### AIM OF THE EXERCISE
Every line containing "Стаменковића" should be copied out. Go through the entries and find them.

### SOURCE MATERIAL
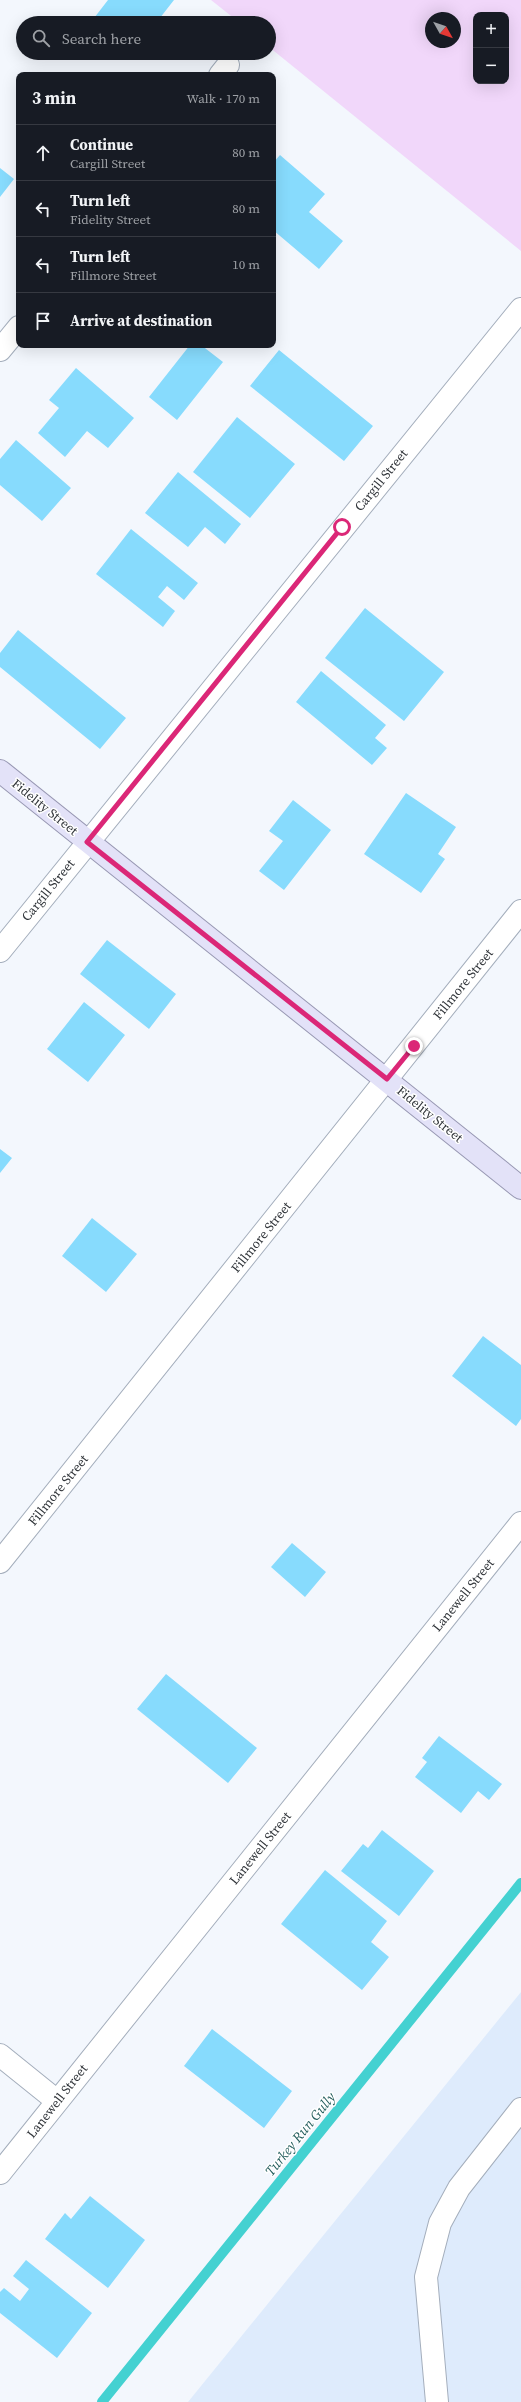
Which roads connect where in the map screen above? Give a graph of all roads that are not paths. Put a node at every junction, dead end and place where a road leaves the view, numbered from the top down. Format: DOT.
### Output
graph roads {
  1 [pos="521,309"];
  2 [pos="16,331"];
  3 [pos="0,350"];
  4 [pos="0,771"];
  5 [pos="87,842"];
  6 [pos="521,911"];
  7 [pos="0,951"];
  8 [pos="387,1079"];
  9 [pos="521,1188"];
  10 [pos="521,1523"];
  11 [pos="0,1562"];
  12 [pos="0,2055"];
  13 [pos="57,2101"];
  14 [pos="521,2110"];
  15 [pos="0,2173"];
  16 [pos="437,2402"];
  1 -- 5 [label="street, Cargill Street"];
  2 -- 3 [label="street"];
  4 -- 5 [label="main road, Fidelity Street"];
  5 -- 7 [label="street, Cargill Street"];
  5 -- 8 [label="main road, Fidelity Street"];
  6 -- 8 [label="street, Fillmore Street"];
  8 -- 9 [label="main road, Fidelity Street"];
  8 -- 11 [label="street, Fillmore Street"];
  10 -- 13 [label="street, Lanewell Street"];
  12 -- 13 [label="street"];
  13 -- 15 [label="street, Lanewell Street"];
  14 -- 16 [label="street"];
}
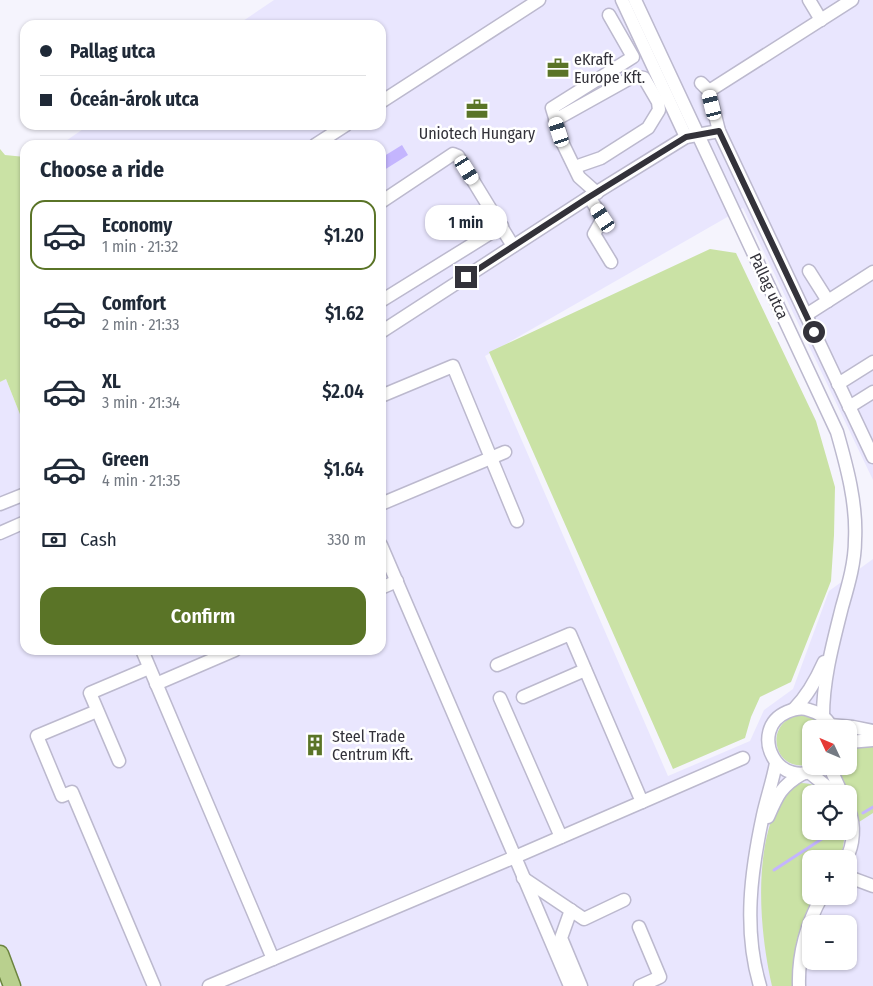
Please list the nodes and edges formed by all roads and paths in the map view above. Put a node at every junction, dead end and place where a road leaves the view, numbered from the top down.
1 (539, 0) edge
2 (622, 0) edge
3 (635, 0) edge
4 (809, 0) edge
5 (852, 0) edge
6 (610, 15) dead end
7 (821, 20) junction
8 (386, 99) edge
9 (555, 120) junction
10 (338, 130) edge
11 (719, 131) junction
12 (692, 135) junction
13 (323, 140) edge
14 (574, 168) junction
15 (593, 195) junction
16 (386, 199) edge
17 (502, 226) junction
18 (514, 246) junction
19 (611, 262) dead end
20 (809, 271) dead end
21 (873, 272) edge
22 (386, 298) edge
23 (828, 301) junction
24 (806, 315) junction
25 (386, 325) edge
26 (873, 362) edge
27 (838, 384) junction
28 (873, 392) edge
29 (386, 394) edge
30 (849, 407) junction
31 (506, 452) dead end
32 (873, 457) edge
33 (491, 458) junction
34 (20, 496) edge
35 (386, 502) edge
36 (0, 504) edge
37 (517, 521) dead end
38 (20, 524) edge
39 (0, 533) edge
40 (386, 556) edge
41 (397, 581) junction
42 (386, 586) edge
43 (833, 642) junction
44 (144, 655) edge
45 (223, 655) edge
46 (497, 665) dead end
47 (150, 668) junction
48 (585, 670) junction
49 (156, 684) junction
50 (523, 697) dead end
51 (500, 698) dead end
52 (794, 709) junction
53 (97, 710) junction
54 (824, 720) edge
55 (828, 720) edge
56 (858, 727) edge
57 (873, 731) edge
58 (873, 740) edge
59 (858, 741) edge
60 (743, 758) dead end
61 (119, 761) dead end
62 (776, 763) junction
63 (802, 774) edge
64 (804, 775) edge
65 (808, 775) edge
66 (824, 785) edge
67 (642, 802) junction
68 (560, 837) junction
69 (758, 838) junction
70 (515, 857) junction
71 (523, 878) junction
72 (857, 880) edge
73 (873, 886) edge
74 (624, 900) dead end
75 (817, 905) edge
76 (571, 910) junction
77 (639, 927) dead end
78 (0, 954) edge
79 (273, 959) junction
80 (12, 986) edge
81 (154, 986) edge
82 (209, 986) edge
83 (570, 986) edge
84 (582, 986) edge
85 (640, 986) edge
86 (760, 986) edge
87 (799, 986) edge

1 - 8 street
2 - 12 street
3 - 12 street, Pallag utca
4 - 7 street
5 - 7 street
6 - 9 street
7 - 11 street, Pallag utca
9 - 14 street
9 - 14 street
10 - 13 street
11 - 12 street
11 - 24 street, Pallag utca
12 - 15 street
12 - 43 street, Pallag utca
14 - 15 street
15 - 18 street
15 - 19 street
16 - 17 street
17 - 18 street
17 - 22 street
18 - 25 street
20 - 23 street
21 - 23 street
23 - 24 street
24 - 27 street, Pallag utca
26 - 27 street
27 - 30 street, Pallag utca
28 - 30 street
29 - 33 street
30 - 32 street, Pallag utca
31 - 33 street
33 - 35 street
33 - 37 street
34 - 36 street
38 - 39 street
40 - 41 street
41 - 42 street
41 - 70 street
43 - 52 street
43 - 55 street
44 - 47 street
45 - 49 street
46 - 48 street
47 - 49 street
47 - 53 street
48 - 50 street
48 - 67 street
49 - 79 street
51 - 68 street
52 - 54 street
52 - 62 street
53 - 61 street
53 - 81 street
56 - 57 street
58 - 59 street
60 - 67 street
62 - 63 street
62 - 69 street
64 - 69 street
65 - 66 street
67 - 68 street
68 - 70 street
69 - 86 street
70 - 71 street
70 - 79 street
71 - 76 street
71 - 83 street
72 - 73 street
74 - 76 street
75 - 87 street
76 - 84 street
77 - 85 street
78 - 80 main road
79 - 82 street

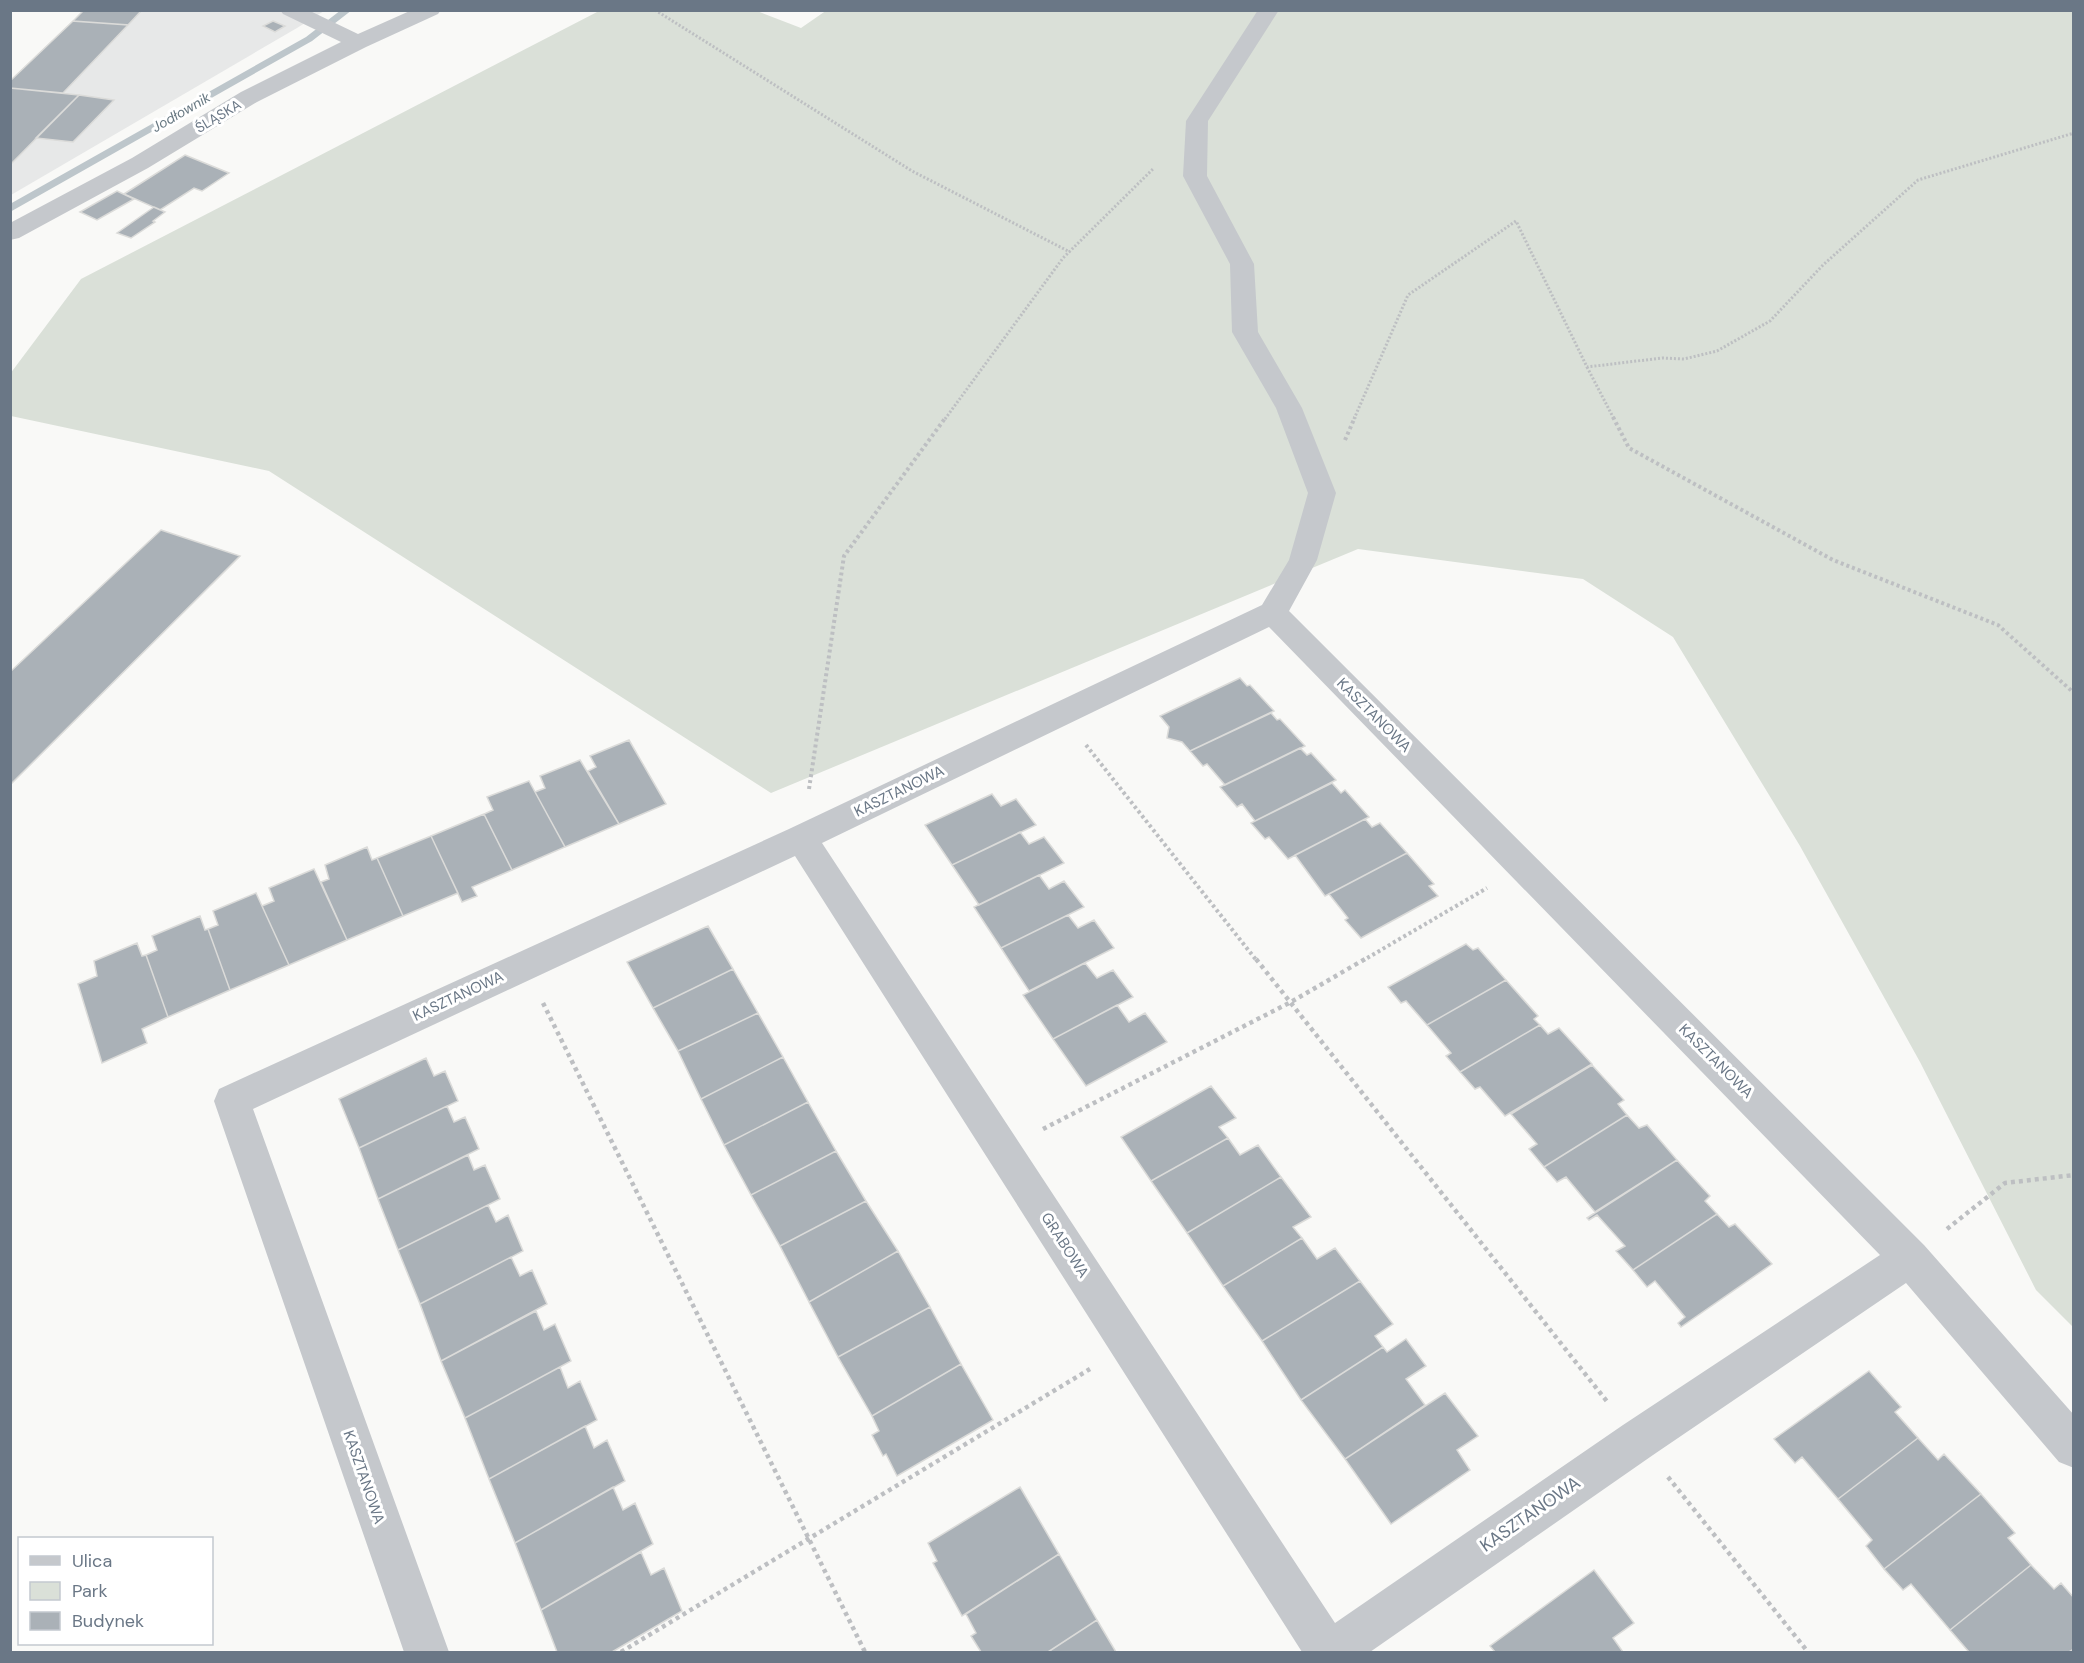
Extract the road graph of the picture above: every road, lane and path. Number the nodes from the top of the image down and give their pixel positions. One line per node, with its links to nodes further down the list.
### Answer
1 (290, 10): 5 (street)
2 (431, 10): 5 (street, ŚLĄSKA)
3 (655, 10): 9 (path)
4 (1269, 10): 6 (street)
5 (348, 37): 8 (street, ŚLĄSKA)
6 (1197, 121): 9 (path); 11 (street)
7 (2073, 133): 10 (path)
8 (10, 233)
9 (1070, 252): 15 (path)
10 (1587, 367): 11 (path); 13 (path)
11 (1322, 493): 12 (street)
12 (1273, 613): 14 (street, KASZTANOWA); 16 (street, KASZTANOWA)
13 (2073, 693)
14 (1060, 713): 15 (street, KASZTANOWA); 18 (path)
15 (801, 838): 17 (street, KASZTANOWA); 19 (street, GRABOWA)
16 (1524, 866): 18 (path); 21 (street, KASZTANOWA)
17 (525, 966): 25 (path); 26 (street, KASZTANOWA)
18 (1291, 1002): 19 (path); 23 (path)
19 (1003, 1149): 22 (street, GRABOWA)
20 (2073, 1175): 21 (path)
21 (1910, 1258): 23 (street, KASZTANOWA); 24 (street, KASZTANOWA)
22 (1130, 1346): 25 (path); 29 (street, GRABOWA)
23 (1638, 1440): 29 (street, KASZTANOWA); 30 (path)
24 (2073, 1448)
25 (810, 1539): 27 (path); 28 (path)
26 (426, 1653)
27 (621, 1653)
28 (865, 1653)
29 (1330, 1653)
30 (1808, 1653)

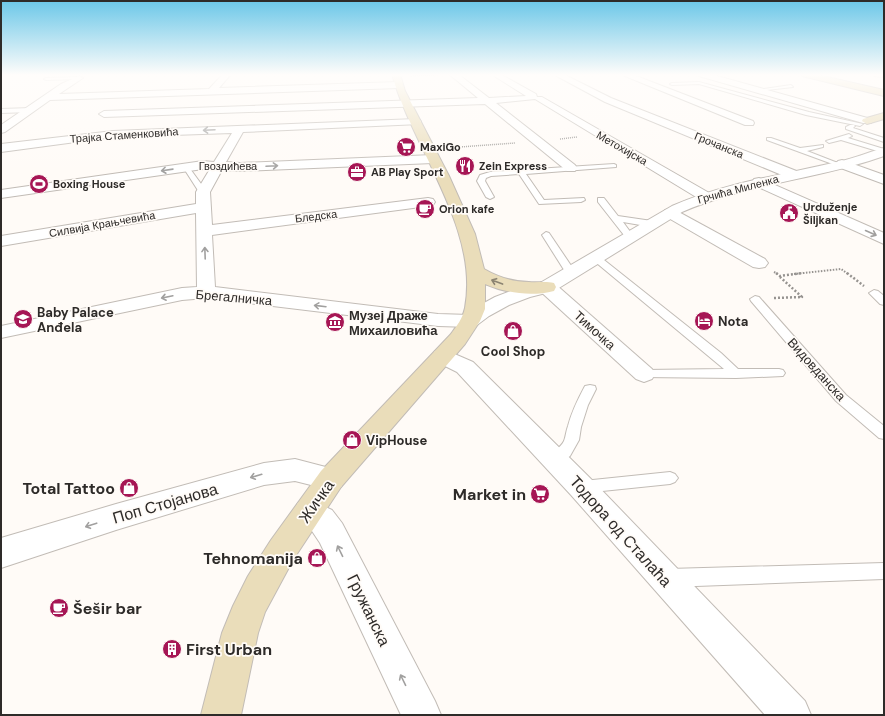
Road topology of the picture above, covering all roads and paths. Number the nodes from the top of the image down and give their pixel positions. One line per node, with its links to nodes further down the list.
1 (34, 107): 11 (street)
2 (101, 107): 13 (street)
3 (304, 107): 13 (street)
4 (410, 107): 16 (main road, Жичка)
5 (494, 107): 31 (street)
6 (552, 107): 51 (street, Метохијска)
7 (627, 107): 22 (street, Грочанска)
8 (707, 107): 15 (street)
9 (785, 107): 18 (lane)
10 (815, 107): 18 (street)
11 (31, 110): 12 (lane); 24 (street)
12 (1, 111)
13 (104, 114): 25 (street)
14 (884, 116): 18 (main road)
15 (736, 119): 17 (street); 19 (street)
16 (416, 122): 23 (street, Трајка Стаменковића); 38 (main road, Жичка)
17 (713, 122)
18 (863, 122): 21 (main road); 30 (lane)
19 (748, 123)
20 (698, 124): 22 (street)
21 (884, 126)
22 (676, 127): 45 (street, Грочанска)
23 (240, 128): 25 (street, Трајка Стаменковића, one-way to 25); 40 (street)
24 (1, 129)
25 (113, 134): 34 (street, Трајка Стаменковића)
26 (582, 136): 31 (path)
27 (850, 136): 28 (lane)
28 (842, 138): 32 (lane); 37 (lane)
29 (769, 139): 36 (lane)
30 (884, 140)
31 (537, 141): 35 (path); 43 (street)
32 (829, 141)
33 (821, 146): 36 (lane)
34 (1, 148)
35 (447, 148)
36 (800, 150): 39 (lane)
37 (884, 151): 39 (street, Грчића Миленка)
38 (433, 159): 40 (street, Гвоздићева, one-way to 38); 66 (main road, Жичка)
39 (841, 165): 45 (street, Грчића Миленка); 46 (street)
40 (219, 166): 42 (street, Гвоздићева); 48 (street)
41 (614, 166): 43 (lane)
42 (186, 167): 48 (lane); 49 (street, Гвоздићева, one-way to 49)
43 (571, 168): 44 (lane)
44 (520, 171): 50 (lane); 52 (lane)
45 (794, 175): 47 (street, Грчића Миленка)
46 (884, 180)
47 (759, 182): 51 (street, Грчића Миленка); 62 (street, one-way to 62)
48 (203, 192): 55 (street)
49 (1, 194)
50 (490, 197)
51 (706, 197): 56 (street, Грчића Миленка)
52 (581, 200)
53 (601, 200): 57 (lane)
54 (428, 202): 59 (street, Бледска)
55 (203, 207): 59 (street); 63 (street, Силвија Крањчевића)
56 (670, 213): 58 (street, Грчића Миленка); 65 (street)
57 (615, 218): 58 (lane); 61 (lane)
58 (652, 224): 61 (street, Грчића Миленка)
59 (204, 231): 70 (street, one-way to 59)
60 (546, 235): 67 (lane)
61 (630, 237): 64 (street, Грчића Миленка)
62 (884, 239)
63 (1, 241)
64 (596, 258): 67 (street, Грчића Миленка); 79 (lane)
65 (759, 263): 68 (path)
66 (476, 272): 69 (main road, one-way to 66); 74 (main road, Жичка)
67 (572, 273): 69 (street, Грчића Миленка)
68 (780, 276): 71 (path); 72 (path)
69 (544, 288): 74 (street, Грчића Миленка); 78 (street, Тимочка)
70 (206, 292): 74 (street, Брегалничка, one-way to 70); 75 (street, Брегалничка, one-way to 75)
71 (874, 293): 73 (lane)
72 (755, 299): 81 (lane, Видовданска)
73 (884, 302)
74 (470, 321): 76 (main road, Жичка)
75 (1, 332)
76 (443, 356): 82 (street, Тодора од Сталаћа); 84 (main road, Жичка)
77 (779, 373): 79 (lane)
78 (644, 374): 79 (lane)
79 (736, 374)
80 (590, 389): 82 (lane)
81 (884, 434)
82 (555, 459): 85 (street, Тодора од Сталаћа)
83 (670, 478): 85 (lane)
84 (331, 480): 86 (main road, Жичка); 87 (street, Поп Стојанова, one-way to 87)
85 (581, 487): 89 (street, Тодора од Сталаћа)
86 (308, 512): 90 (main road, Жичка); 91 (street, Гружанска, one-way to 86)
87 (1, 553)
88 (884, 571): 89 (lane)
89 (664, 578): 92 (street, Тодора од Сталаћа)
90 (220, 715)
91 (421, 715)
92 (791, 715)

### OUTPUT BELOW
16 (416, 122): 23 (street, Трајка Стаменковића); 38 (main road, Жичка)
23 (240, 128): 25 (street, Трајка Стаменковића, one-way to 25); 40 (street)
25 (113, 134): 34 (street, Трајка Стаменковића)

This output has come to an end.